- _ACTIVITY_: Where a line below includes the word "roads", copy that line.
______
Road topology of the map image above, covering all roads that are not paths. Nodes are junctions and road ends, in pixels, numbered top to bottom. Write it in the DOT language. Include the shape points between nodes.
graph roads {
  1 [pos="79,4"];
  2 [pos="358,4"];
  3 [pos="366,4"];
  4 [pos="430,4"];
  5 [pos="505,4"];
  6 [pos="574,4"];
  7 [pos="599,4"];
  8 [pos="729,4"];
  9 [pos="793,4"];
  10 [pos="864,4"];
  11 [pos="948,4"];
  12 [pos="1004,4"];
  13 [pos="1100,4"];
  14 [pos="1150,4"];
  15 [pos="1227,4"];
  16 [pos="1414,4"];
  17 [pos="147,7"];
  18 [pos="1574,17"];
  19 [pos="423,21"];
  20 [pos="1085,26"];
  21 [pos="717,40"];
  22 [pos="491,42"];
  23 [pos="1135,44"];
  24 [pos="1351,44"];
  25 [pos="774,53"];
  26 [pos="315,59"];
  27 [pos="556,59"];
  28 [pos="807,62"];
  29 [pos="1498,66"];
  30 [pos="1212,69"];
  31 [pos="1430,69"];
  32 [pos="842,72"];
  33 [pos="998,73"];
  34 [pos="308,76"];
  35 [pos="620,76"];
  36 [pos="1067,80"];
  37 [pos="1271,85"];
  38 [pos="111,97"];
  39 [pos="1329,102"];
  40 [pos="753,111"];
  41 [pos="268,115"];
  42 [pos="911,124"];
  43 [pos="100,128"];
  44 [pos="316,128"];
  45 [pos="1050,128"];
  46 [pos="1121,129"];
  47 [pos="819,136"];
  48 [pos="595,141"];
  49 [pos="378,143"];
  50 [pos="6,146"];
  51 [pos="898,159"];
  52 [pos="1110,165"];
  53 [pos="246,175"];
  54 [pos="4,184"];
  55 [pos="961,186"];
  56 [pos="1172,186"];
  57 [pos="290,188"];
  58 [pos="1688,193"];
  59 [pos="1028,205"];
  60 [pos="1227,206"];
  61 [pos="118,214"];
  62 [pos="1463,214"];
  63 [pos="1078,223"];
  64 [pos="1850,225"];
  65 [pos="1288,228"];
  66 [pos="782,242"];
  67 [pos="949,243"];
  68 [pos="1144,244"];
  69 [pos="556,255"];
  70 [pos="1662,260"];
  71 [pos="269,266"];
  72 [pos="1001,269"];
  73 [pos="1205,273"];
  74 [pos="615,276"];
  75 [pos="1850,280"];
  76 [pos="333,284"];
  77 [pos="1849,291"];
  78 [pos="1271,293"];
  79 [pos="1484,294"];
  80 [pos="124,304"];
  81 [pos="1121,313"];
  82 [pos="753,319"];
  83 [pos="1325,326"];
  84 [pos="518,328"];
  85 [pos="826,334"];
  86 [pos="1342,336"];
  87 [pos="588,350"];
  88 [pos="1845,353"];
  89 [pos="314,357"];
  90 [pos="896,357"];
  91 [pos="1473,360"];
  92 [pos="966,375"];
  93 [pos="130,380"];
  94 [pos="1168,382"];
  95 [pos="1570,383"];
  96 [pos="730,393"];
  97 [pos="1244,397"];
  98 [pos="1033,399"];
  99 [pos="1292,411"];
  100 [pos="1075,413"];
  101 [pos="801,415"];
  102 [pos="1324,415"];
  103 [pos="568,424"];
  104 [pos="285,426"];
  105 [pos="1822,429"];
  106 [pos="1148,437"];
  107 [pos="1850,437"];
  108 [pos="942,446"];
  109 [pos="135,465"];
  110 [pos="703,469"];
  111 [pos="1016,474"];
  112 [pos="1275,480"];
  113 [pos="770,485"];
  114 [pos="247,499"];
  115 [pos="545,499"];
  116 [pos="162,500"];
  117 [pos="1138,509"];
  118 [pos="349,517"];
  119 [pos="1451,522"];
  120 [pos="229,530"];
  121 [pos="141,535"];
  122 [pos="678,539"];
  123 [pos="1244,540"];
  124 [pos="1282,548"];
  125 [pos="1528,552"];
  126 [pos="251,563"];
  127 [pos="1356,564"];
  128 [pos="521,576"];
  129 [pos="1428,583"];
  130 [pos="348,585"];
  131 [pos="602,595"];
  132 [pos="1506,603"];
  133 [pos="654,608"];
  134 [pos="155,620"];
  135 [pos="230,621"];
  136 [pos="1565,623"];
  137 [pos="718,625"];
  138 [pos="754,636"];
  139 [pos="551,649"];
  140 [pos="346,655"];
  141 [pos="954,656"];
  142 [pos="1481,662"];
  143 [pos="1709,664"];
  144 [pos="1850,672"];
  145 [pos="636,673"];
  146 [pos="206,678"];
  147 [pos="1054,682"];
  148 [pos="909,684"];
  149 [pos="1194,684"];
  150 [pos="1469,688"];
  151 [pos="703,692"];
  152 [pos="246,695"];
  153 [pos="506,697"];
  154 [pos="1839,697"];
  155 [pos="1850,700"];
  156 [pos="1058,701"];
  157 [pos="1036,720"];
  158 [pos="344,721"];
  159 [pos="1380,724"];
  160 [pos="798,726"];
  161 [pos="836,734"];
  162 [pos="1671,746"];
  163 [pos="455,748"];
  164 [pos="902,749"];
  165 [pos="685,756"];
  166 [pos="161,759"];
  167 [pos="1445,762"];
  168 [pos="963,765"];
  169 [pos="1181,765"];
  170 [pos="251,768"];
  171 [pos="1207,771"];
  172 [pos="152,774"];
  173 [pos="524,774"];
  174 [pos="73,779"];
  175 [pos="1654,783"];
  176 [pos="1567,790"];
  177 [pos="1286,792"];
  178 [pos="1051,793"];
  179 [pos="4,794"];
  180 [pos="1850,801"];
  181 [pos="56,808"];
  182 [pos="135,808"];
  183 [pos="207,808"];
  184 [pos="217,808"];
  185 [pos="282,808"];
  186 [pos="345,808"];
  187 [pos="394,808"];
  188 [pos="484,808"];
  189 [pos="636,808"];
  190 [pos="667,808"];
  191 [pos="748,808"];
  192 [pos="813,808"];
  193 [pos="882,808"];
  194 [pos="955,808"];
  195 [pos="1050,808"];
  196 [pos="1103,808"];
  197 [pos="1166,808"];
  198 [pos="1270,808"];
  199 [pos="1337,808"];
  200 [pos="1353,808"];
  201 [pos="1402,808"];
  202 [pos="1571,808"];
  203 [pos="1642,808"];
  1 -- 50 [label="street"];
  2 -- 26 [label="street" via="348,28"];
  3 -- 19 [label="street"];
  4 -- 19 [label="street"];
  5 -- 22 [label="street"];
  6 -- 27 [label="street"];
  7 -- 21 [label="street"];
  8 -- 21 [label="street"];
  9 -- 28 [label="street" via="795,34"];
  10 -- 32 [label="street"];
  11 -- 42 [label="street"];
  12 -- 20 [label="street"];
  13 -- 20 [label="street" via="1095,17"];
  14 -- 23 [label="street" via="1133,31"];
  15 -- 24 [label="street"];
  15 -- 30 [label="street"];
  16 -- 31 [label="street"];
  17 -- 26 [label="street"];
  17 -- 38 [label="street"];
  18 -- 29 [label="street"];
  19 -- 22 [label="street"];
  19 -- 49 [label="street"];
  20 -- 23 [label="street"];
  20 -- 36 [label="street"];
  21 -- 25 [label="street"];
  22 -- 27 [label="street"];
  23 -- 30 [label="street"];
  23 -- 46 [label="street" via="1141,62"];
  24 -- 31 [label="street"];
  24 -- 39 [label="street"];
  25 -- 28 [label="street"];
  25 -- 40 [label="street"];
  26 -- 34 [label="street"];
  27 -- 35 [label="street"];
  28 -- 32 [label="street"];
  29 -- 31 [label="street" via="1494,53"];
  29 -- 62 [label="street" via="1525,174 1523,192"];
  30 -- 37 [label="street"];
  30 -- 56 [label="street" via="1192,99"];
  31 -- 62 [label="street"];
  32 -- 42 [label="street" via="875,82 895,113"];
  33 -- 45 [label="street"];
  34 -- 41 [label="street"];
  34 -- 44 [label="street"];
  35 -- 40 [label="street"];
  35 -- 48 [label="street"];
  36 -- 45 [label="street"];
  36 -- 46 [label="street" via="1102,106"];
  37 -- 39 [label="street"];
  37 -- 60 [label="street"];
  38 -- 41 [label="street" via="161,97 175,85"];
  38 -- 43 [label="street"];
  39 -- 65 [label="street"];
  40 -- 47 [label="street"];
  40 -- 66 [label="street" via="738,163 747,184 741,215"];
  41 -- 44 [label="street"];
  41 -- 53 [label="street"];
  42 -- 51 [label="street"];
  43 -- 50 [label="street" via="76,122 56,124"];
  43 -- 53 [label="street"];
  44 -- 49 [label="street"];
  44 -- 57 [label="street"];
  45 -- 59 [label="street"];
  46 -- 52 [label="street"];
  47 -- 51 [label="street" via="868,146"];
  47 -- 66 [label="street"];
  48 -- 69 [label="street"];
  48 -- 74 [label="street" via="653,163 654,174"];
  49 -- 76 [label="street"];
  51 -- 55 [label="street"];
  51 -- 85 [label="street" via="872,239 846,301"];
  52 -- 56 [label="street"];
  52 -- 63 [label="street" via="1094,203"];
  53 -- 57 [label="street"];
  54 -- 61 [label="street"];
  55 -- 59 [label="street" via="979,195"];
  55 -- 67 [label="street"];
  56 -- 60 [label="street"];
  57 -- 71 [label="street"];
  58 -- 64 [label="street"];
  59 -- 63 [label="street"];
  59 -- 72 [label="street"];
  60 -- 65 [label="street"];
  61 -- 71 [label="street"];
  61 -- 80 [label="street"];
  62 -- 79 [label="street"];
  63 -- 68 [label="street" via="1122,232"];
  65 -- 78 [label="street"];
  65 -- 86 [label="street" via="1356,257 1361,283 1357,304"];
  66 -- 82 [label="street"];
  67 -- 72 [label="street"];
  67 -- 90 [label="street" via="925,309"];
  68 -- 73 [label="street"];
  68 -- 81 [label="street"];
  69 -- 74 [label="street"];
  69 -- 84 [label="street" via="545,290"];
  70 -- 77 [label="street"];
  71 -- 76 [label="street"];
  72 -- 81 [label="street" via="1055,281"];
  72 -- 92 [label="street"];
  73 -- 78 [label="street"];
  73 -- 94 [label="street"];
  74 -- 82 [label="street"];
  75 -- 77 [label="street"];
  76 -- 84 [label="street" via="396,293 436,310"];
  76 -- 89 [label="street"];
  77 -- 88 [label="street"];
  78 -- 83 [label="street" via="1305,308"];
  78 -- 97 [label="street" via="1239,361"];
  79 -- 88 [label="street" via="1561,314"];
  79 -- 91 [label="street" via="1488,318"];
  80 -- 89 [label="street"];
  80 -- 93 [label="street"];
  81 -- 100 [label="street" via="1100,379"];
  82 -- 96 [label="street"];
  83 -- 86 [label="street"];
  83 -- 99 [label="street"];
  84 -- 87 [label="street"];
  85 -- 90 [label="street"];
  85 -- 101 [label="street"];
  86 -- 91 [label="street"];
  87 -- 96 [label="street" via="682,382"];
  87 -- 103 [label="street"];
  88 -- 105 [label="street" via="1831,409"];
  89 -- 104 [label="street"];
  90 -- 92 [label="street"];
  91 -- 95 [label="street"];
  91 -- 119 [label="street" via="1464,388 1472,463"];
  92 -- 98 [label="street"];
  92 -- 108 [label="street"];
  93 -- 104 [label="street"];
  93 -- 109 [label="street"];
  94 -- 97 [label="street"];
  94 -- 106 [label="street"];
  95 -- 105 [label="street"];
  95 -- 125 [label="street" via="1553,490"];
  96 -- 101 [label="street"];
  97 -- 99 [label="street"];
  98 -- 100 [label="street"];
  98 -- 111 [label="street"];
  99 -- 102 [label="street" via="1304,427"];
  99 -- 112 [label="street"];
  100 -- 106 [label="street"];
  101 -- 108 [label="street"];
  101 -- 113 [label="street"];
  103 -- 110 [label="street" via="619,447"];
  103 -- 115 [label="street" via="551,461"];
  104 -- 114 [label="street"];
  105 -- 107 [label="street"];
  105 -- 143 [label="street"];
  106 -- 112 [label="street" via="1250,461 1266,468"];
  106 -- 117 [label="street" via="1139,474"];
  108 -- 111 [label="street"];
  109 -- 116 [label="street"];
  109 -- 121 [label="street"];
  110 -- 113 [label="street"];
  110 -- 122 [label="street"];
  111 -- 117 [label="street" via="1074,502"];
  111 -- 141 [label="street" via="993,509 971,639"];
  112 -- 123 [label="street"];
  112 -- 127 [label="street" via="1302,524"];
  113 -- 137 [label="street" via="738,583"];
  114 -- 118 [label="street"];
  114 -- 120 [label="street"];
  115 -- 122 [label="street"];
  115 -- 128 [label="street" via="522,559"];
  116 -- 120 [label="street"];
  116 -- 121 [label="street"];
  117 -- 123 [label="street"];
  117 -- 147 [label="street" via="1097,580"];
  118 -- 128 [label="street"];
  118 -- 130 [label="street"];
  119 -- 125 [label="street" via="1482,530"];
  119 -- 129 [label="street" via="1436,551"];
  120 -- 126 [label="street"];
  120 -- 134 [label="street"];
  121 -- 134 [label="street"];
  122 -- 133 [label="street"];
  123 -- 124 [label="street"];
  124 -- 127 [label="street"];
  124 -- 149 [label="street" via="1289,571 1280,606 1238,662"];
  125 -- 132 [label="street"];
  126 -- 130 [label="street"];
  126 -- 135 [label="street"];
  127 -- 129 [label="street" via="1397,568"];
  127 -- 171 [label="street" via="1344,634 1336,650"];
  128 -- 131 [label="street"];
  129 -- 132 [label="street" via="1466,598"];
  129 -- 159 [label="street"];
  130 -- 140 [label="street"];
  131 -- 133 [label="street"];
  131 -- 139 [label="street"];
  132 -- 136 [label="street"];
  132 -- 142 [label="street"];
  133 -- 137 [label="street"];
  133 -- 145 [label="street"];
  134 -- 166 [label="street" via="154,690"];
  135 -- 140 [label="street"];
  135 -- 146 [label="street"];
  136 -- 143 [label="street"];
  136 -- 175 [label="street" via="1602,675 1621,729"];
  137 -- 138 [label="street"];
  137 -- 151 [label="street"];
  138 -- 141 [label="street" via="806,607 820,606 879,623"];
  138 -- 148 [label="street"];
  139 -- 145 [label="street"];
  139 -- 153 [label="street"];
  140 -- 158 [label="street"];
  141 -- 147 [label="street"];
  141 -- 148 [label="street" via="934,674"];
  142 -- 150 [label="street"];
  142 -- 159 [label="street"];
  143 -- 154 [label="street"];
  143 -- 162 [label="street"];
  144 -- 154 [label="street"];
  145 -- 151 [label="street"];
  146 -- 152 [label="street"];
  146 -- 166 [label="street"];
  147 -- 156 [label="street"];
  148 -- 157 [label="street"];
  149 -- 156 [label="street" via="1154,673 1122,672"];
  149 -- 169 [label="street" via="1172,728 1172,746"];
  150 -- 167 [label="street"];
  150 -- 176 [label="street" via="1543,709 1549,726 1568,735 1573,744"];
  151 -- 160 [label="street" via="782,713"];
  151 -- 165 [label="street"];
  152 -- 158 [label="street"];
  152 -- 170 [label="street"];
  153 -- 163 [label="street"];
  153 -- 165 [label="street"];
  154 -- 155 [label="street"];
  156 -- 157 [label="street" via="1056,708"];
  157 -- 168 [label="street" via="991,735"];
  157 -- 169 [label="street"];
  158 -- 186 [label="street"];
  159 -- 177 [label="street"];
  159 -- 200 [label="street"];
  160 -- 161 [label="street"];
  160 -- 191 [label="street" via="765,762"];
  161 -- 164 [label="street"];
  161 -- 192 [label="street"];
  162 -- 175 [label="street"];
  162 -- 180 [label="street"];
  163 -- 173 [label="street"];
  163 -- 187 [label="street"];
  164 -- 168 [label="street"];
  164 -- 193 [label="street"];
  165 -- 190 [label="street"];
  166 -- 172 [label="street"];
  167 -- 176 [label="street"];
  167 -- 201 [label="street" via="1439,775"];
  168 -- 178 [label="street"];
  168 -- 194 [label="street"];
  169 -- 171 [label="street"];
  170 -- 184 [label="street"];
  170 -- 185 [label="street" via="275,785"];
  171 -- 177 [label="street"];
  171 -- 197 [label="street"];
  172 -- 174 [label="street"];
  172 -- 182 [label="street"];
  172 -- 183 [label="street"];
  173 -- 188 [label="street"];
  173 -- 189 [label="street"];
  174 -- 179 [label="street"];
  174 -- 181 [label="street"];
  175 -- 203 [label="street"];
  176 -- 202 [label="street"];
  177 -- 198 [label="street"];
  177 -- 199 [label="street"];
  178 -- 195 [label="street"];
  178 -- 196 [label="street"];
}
______
- _SOLVED EXERCISE_:
Road topology of the map image above, covering all roads that are not paths. Nodes are junctions and road ends, in pixels, numbered top to bottom. Write it in the DOT language. Include the shape points between nodes.
graph roads {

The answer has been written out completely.